> _Problem details_:
If a record holds a picture, drop the picture and return the rest of the record word for word.

> _Data extract_:
§ §
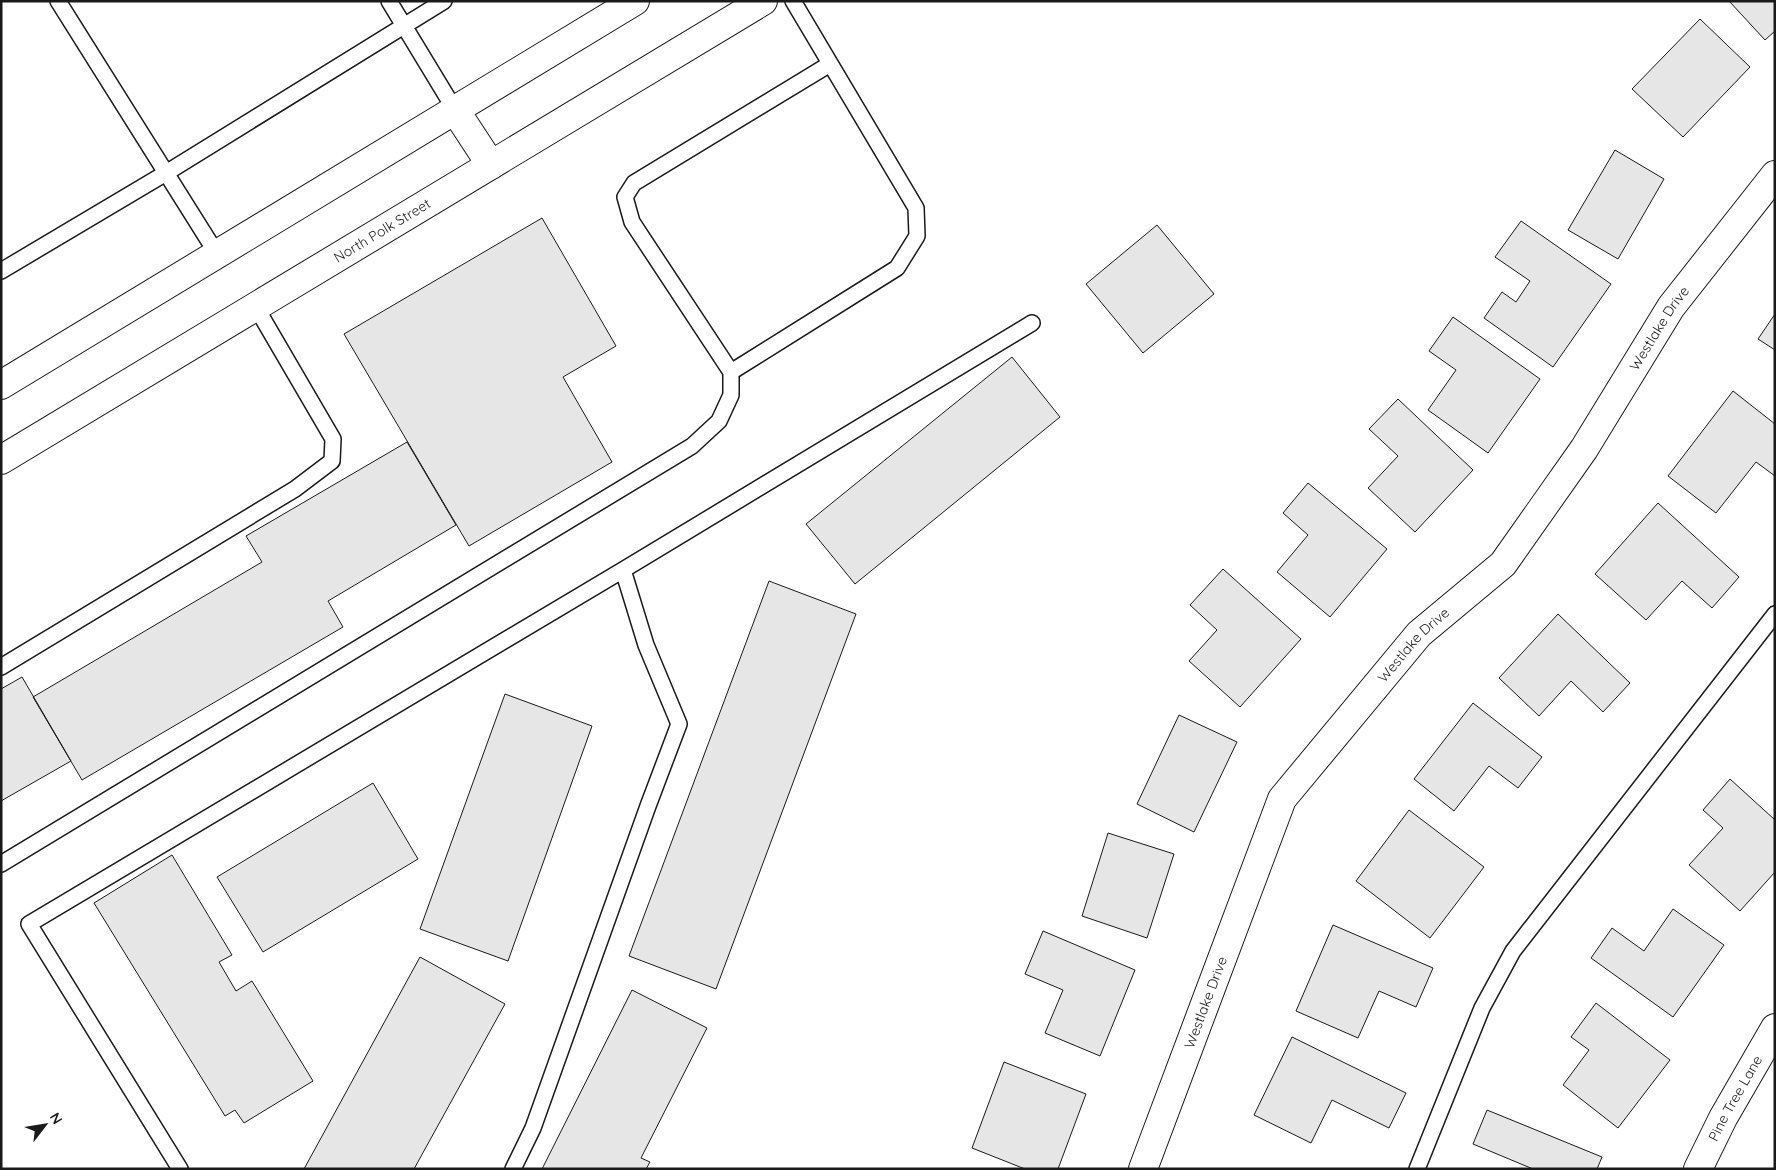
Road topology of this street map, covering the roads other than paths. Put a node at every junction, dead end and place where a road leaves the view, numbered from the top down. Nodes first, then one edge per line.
1 (58, 1) edge
2 (389, 1) edge
3 (444, 1) edge
4 (635, 1) edge
5 (763, 1) edge
6 (793, 1) edge
7 (404, 27) junction
8 (830, 64) junction
9 (456, 110) junction
10 (491, 165) junction
11 (166, 173) junction
12 (1775, 175) edge
13 (217, 254) junction
14 (1, 271) edge
15 (256, 307) junction
16 (1032, 323) dead end
17 (731, 372) junction
18 (1, 385) edge
19 (1, 460) edge
20 (624, 570) junction
21 (1775, 614) edge
22 (1, 667) edge
23 (1, 864) edge
24 (1775, 1028) edge
25 (180, 1169) edge
26 (513, 1169) edge
27 (1143, 1169) edge
28 (1417, 1169) edge
29 (1698, 1169) edge

1 - 11 lane
2 - 7 lane
3 - 7 lane
4 - 9 main road
5 - 10 main road, North Polk Street
6 - 8 lane
7 - 9 lane
7 - 11 lane
8 - 17 lane
8 - 17 lane
9 - 10 main road
9 - 13 main road
10 - 15 main road, North Polk Street
11 - 13 lane
11 - 14 lane
12 - 27 main road, Westlake Drive
13 - 18 main road
15 - 19 main road, North Polk Street
15 - 22 lane
16 - 20 lane
17 - 23 lane
20 - 25 lane
20 - 26 lane
21 - 28 lane
24 - 29 main road, Pine Tree Lane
§ §
> _Response area_:
Road topology of this street map, covering the roads other than paths. Put a node at every junction, dead end and place where a road leaves the view, numbered from the top down. Nodes first, then one edge per line.
1 (58, 1) edge
2 (389, 1) edge
3 (444, 1) edge
4 (635, 1) edge
5 (763, 1) edge
6 (793, 1) edge
7 (404, 27) junction
8 (830, 64) junction
9 (456, 110) junction
10 (491, 165) junction
11 (166, 173) junction
12 (1775, 175) edge
13 (217, 254) junction
14 (1, 271) edge
15 (256, 307) junction
16 (1032, 323) dead end
17 (731, 372) junction
18 (1, 385) edge
19 (1, 460) edge
20 (624, 570) junction
21 (1775, 614) edge
22 (1, 667) edge
23 (1, 864) edge
24 (1775, 1028) edge
25 (180, 1169) edge
26 (513, 1169) edge
27 (1143, 1169) edge
28 (1417, 1169) edge
29 (1698, 1169) edge

1 - 11 lane
2 - 7 lane
3 - 7 lane
4 - 9 main road
5 - 10 main road, North Polk Street
6 - 8 lane
7 - 9 lane
7 - 11 lane
8 - 17 lane
8 - 17 lane
9 - 10 main road
9 - 13 main road
10 - 15 main road, North Polk Street
11 - 13 lane
11 - 14 lane
12 - 27 main road, Westlake Drive
13 - 18 main road
15 - 19 main road, North Polk Street
15 - 22 lane
16 - 20 lane
17 - 23 lane
20 - 25 lane
20 - 26 lane
21 - 28 lane
24 - 29 main road, Pine Tree Lane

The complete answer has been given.